● **What you need to do**
For the listing below, give the count of lines containing the string "Boiardo" and nothing else.

● **Supplied information**

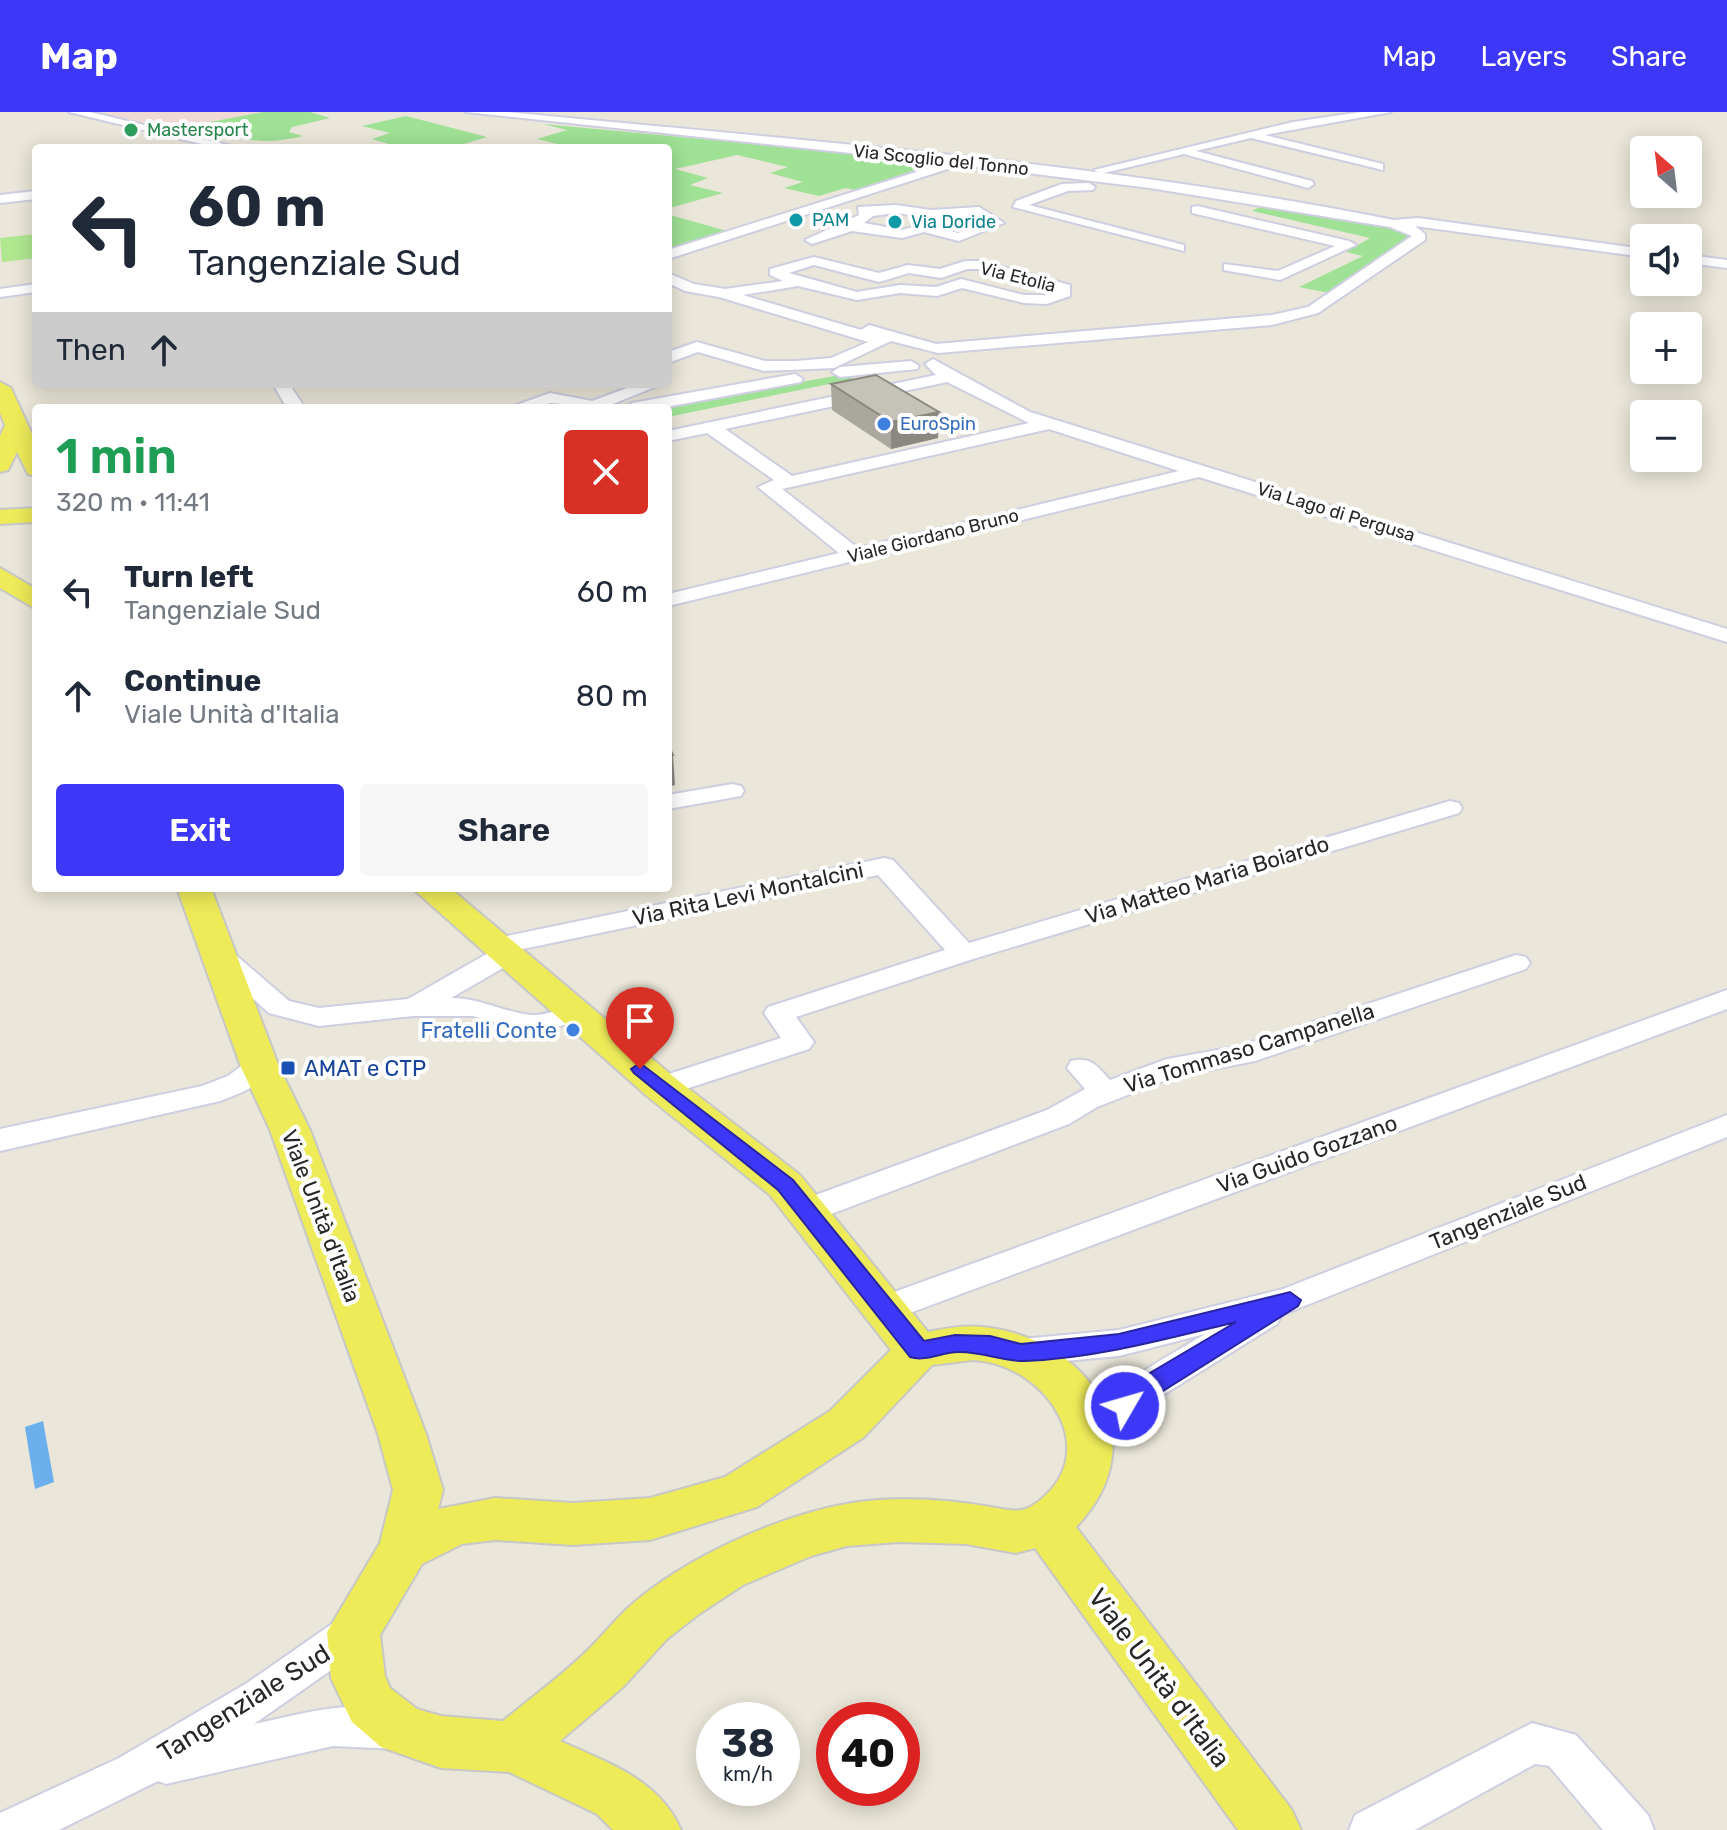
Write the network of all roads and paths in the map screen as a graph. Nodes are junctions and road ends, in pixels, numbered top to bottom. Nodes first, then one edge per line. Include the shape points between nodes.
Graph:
1 (75, 112) edge
2 (472, 112) edge
3 (1385, 112) edge
4 (494, 113) edge
5 (1252, 135) junction
6 (216, 144) edge
7 (1185, 152) junction
8 (962, 161) junction
9 (1379, 167) dead end
10 (1070, 175) junction
11 (1308, 184) dead end
12 (32, 195) edge
13 (849, 198) junction
14 (0, 199) edge
15 (1157, 201) dead end
16 (1251, 201) junction
17 (1187, 208) dead end
18 (864, 211) junction
19 (1217, 214) junction
20 (1392, 223) junction
21 (702, 243) junction
22 (1179, 248) dead end
23 (1630, 251) edge
24 (672, 254) edge
25 (1702, 261) edge
26 (1727, 264) edge
27 (1229, 267) dead end
28 (672, 275) edge
29 (672, 277) edge
30 (798, 282) junction
31 (706, 283) junction
32 (690, 288) junction
33 (32, 289) edge
34 (731, 291) junction
35 (0, 293) edge
36 (924, 357) junction
37 (672, 365) edge
38 (949, 377) junction
39 (0, 388) edge
40 (643, 388) edge
41 (530, 404) edge
42 (582, 404) edge
43 (599, 404) edge
44 (654, 404) edge
45 (1050, 424) junction
46 (15, 427) junction
47 (710, 427) junction
48 (672, 435) edge
49 (32, 461) edge
50 (0, 465) edge
51 (1198, 471) junction
52 (789, 482) junction
53 (32, 515) edge
54 (0, 517) edge
55 (854, 555) junction
56 (32, 568) edge
57 (0, 574) edge
58 (32, 598) edge
59 (672, 599) edge
60 (1727, 636) edge
61 (732, 791) dead end
62 (672, 801) edge
63 (1450, 808) dead end
64 (196, 892) edge
65 (434, 892) edge
66 (502, 950) junction
67 (963, 953) junction
68 (221, 957) junction
69 (1516, 963) dead end
70 (1727, 999) edge
71 (413, 1007) junction
72 (578, 1013) junction
73 (260, 1067) junction
74 (1082, 1068) dead end
75 (661, 1087) junction
76 (1105, 1093) junction
77 (1727, 1125) edge
78 (0, 1140) edge
79 (806, 1211) junction
80 (1147, 1228) dead end
81 (1290, 1300) junction
82 (900, 1303) junction
83 (918, 1351) junction
84 (1021, 1352) junction
85 (1092, 1437) junction
86 (1046, 1525) junction
87 (404, 1549) junction
88 (353, 1632) junction
89 (400, 1729) junction
90 (513, 1747) junction
91 (134, 1772) junction
92 (11, 1830) edge
93 (652, 1830) edge
94 (1272, 1830) edge
95 (1371, 1830) edge
96 (1632, 1830) edge

1 - 6 street
2 - 4 street, Via Scoglio del Tonno
3 - 5 street
4 - 8 street, Via Scoglio del Tonno
5 - 7 street
5 - 9 street
7 - 10 street
7 - 11 street
8 - 10 street, Via Scoglio del Tonno
8 - 13 street
10 - 16 street, Via Scoglio del Tonno
12 - 14 street
13 - 18 street
13 - 21 street
15 - 22 street via 1083,186 1066,187 1020,207
16 - 19 street
16 - 20 street, Via Scoglio del Tonno
17 - 19 street
18 - 18 street via 979,211 997,223 959,237 924,228 902,234 851,227 812,240 867,217
18 - 21 street via 846,211 767,237
19 - 27 street via 1349,245 1280,276
20 - 23 street, Via Scoglio del Tonno via 1418,222
20 - 36 street via 1420,237 1313,310 1272,320 1068,337
21 - 24 street
25 - 26 street
28 - 31 street
29 - 32 street
30 - 30 street, Via Etolia via 857,296 900,289 937,292 961,283 1024,299 1047,300 1065,293 1063,285 981,265 941,274 908,269 879,278 814,261 775,272
30 - 34 street, Via Etolia
31 - 32 street
31 - 34 street
32 - 37 street via 883,341 834,363 764,366 697,347
33 - 35 street
34 - 36 street via 893,337
36 - 38 street, Via Lago di Pergusa
36 - 44 street
38 - 45 street, Via Lago di Pergusa
38 - 47 street
39 - 46 main road
40 - 43 street
41 - 42 street via 550,398
45 - 51 street, Via Lago di Pergusa
45 - 52 street
46 - 49 main road
46 - 50 main road
47 - 48 street
47 - 52 street
51 - 55 street, Viale Giordano Bruno
51 - 60 street, Via Lago di Pergusa
52 - 55 street via 767,487
53 - 54 main road
55 - 59 street, Viale Giordano Bruno
56 - 57 main road
57 - 58 main road
61 - 62 street
63 - 67 street, Via Matteo Maria Boiardo
64 - 68 main road, Viale Unità d'Italia
65 - 66 main road
66 - 67 street, Via Rita Levi Montalcini via 884,866
66 - 71 street
66 - 72 main road
67 - 75 street, Via Matteo Maria Boiardo via 778,1013 799,1042
68 - 71 street via 279,1007 319,1017
68 - 73 main road, Viale Unità d'Italia
69 - 76 street, Via Tommaso Campanella via 1245,1054 1167,1069
70 - 82 street, Via Guido Gozzano
71 - 72 street via 474,1007 532,1024
72 - 75 main road
73 - 78 street via 239,1083 209,1094
73 - 87 main road, Viale Unità d'Italia via 290,1130 402,1434 418,1490
74 - 76 street
75 - 79 main road via 785,1185
76 - 79 street, Via Tommaso Campanella via 1058,1117
77 - 81 street, Tangenziale Sud
79 - 82 main road
80 - 82 street via 951,1300
81 - 84 street, Tangenziale Sud via 1119,1343
81 - 85 street, Tangenziale Sud via 1142,1390
82 - 83 main road
83 - 84 main road via 955,1343
83 - 87 main road via 847,1424 740,1493 650,1519 455,1524
84 - 85 main road via 1061,1377 1082,1406
85 - 86 main road via 1082,1484
86 - 90 main road via 1016,1532 966,1523 899,1521 847,1525 801,1537 725,1570 681,1598
86 - 94 main road, Viale Unità d'Italia
87 - 88 main road, Viale Unità d'Italia
88 - 89 main road via 358,1678 371,1705
88 - 91 street, Tangenziale Sud via 262,1697
89 - 90 main road via 441,1742
89 - 91 street, Tangenziale Sud via 333,1726
90 - 93 main road via 617,1795
91 - 92 street, Tangenziale Sud
95 - 96 street via 1532,1743 1561,1749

● **Output of the exercise**
2